─── Data in this exercise

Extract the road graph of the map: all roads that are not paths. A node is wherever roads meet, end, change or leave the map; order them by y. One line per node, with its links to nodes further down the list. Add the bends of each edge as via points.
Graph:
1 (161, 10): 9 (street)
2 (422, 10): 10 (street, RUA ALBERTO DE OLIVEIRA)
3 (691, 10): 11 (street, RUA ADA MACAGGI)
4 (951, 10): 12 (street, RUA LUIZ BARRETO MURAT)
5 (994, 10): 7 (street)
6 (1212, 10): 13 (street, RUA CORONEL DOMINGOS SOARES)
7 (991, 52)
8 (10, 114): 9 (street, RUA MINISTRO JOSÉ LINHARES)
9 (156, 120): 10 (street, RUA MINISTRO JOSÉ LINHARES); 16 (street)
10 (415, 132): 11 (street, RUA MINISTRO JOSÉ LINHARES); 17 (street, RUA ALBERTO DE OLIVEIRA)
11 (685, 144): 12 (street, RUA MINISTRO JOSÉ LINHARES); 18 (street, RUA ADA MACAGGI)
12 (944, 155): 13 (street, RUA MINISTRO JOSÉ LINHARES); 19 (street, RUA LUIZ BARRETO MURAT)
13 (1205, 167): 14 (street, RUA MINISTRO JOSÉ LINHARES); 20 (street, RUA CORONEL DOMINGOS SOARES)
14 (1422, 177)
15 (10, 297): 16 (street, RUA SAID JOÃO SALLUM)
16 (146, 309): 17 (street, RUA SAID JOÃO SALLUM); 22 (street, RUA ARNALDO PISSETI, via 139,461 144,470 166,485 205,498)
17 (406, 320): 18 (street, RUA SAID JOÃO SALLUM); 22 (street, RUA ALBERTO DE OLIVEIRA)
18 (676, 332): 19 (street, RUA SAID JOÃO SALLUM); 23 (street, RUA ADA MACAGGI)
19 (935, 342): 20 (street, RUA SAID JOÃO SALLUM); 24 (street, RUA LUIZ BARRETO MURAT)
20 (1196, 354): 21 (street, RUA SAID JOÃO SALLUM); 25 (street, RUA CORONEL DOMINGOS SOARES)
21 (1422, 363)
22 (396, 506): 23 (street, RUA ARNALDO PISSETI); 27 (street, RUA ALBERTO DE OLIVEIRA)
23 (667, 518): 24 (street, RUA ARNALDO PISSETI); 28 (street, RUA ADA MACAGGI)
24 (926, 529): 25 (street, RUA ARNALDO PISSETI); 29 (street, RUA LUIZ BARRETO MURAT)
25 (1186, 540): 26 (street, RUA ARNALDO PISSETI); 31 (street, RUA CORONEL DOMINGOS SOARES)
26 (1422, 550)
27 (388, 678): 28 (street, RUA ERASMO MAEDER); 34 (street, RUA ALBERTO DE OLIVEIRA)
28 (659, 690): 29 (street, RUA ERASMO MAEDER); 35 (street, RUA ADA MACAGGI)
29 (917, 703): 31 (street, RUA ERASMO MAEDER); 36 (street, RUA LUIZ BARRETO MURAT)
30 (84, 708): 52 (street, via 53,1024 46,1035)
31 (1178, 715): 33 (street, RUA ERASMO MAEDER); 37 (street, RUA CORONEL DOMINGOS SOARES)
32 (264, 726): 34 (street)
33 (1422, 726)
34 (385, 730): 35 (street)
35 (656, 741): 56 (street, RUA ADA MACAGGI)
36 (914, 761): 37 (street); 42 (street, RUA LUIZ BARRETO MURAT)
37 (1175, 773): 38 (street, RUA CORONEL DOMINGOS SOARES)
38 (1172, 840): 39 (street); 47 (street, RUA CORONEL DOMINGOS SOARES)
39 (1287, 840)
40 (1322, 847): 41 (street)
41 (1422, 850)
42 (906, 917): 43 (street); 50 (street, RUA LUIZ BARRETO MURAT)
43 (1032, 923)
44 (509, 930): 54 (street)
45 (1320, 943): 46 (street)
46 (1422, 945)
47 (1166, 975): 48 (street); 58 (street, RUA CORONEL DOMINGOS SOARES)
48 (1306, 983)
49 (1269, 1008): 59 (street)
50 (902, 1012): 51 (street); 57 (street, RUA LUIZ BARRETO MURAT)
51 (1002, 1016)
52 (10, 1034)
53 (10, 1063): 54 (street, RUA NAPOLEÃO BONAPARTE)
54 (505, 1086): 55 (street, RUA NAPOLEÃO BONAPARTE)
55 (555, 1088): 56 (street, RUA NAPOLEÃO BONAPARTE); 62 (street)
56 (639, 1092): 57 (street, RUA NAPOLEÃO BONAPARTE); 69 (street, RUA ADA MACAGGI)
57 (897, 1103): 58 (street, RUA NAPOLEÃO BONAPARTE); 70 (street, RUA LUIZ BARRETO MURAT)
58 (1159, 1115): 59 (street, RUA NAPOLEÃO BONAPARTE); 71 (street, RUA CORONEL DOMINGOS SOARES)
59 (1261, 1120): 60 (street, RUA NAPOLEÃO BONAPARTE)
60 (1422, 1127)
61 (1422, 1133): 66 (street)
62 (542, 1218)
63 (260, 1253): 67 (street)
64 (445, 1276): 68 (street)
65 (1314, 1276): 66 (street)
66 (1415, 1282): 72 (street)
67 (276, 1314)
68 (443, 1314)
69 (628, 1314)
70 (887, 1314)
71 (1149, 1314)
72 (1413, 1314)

──────

With every line intact, output the listing above exactly.

Extract the road graph of the map: all roads that are not paths. A node is wherever roads meet, end, change or leave the map; order them by y. One line per node, with its links to nodes further down the list. Add the bends of each edge as via points.
Graph:
1 (161, 10): 9 (street)
2 (422, 10): 10 (street, RUA ALBERTO DE OLIVEIRA)
3 (691, 10): 11 (street, RUA ADA MACAGGI)
4 (951, 10): 12 (street, RUA LUIZ BARRETO MURAT)
5 (994, 10): 7 (street)
6 (1212, 10): 13 (street, RUA CORONEL DOMINGOS SOARES)
7 (991, 52)
8 (10, 114): 9 (street, RUA MINISTRO JOSÉ LINHARES)
9 (156, 120): 10 (street, RUA MINISTRO JOSÉ LINHARES); 16 (street)
10 (415, 132): 11 (street, RUA MINISTRO JOSÉ LINHARES); 17 (street, RUA ALBERTO DE OLIVEIRA)
11 (685, 144): 12 (street, RUA MINISTRO JOSÉ LINHARES); 18 (street, RUA ADA MACAGGI)
12 (944, 155): 13 (street, RUA MINISTRO JOSÉ LINHARES); 19 (street, RUA LUIZ BARRETO MURAT)
13 (1205, 167): 14 (street, RUA MINISTRO JOSÉ LINHARES); 20 (street, RUA CORONEL DOMINGOS SOARES)
14 (1422, 177)
15 (10, 297): 16 (street, RUA SAID JOÃO SALLUM)
16 (146, 309): 17 (street, RUA SAID JOÃO SALLUM); 22 (street, RUA ARNALDO PISSETI, via 139,461 144,470 166,485 205,498)
17 (406, 320): 18 (street, RUA SAID JOÃO SALLUM); 22 (street, RUA ALBERTO DE OLIVEIRA)
18 (676, 332): 19 (street, RUA SAID JOÃO SALLUM); 23 (street, RUA ADA MACAGGI)
19 (935, 342): 20 (street, RUA SAID JOÃO SALLUM); 24 (street, RUA LUIZ BARRETO MURAT)
20 (1196, 354): 21 (street, RUA SAID JOÃO SALLUM); 25 (street, RUA CORONEL DOMINGOS SOARES)
21 (1422, 363)
22 (396, 506): 23 (street, RUA ARNALDO PISSETI); 27 (street, RUA ALBERTO DE OLIVEIRA)
23 (667, 518): 24 (street, RUA ARNALDO PISSETI); 28 (street, RUA ADA MACAGGI)
24 (926, 529): 25 (street, RUA ARNALDO PISSETI); 29 (street, RUA LUIZ BARRETO MURAT)
25 (1186, 540): 26 (street, RUA ARNALDO PISSETI); 31 (street, RUA CORONEL DOMINGOS SOARES)
26 (1422, 550)
27 (388, 678): 28 (street, RUA ERASMO MAEDER); 34 (street, RUA ALBERTO DE OLIVEIRA)
28 (659, 690): 29 (street, RUA ERASMO MAEDER); 35 (street, RUA ADA MACAGGI)
29 (917, 703): 31 (street, RUA ERASMO MAEDER); 36 (street, RUA LUIZ BARRETO MURAT)
30 (84, 708): 52 (street, via 53,1024 46,1035)
31 (1178, 715): 33 (street, RUA ERASMO MAEDER); 37 (street, RUA CORONEL DOMINGOS SOARES)
32 (264, 726): 34 (street)
33 (1422, 726)
34 (385, 730): 35 (street)
35 (656, 741): 56 (street, RUA ADA MACAGGI)
36 (914, 761): 37 (street); 42 (street, RUA LUIZ BARRETO MURAT)
37 (1175, 773): 38 (street, RUA CORONEL DOMINGOS SOARES)
38 (1172, 840): 39 (street); 47 (street, RUA CORONEL DOMINGOS SOARES)
39 (1287, 840)
40 (1322, 847): 41 (street)
41 (1422, 850)
42 (906, 917): 43 (street); 50 (street, RUA LUIZ BARRETO MURAT)
43 (1032, 923)
44 (509, 930): 54 (street)
45 (1320, 943): 46 (street)
46 (1422, 945)
47 (1166, 975): 48 (street); 58 (street, RUA CORONEL DOMINGOS SOARES)
48 (1306, 983)
49 (1269, 1008): 59 (street)
50 (902, 1012): 51 (street); 57 (street, RUA LUIZ BARRETO MURAT)
51 (1002, 1016)
52 (10, 1034)
53 (10, 1063): 54 (street, RUA NAPOLEÃO BONAPARTE)
54 (505, 1086): 55 (street, RUA NAPOLEÃO BONAPARTE)
55 (555, 1088): 56 (street, RUA NAPOLEÃO BONAPARTE); 62 (street)
56 (639, 1092): 57 (street, RUA NAPOLEÃO BONAPARTE); 69 (street, RUA ADA MACAGGI)
57 (897, 1103): 58 (street, RUA NAPOLEÃO BONAPARTE); 70 (street, RUA LUIZ BARRETO MURAT)
58 (1159, 1115): 59 (street, RUA NAPOLEÃO BONAPARTE); 71 (street, RUA CORONEL DOMINGOS SOARES)
59 (1261, 1120): 60 (street, RUA NAPOLEÃO BONAPARTE)
60 (1422, 1127)
61 (1422, 1133): 66 (street)
62 (542, 1218)
63 (260, 1253): 67 (street)
64 (445, 1276): 68 (street)
65 (1314, 1276): 66 (street)
66 (1415, 1282): 72 (street)
67 (276, 1314)
68 (443, 1314)
69 (628, 1314)
70 (887, 1314)
71 (1149, 1314)
72 (1413, 1314)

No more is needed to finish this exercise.